When things go wrong, our instinct is to retrace our process to pinpoint the problem. This process can be slow and frustrating. So, imagine if AI could step in and flag the misstep with data in real time. On the enterprise level, enter digital twins.

As our world becomes increasingly connected, digital twins abstract and model almost everything to improve business operations, reduce risk, and enhance decision-making for better outcomes. They provide greater context to challenges by creating clear relationships and streamlining workflows as a virtual representation of the real world, including physical objects, processes, relationships, and behaviors.

Even though it is a valuable part of the enterprise technology toolkit, digital twins are not a technology per se but a specification for the structure and use of real-time data. But this concept is still relatively new, and as data is moving rapidly, how do we maximize the outcomes and role of digital twins?

See also: Digital Twins Packing a One-Two Punch, Survey Shows

Seeing digital doubles: An introduction

IBM defines digital twins as “a virtual representation of an object or system that spans its lifecycle, is updated from real-time data, and uses simulation, machine learning, and reasoning to help decision-making.” In short, they can connect digital and physical items through data.

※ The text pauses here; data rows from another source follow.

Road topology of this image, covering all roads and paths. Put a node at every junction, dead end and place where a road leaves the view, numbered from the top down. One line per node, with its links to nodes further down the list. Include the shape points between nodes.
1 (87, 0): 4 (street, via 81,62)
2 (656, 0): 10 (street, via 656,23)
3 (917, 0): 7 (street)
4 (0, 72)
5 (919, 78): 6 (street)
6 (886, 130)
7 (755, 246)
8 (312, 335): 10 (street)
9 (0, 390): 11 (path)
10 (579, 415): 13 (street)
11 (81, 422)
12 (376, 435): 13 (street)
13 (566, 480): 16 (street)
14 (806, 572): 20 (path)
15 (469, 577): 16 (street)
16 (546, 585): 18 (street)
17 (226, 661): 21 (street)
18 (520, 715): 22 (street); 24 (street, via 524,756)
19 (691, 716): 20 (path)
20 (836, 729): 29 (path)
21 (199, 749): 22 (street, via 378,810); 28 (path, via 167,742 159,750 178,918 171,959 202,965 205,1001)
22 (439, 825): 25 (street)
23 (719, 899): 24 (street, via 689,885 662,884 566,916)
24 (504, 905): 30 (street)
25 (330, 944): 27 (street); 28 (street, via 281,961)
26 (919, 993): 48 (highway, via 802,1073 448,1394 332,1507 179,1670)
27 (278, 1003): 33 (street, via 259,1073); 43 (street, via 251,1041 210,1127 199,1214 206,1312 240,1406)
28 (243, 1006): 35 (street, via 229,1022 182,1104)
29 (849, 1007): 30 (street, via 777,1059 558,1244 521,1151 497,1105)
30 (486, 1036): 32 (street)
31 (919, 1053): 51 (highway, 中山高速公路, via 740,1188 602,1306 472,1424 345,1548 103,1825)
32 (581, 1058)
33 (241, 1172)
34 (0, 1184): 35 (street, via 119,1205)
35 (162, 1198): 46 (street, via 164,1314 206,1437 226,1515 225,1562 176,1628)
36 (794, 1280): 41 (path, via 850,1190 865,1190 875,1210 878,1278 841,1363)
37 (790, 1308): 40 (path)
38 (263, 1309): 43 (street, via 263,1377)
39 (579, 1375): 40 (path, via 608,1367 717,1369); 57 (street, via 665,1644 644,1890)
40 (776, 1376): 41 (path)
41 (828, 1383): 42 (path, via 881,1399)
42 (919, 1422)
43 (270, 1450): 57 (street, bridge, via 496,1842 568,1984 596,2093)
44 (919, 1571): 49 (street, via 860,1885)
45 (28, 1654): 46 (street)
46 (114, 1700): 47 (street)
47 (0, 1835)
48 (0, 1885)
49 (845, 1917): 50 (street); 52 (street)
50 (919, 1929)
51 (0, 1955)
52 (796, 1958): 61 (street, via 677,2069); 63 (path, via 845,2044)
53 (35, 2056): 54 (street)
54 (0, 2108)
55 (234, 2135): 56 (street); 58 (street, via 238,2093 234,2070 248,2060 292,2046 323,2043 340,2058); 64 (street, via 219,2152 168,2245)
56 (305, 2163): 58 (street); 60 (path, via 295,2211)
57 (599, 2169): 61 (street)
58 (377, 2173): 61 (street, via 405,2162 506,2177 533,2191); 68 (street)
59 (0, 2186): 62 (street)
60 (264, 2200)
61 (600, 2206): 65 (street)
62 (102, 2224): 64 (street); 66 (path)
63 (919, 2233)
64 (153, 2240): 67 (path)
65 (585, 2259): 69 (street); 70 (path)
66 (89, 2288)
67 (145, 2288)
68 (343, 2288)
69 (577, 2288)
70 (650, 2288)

According to McKinsey, “by 2025, smart workflows and seamless interactions among humans and machines will likely be as standard as the corporate balance sheet, and most employees will use data to optimize nearly every aspect of their work.” Realistically, that’s only a couple of years away, meaning we have a short time to get this right. Currently, digital twins are helping revolutionize engineering, security, eCommerce, supply chain issues, and manufacturing to ensure better outcomes across industries.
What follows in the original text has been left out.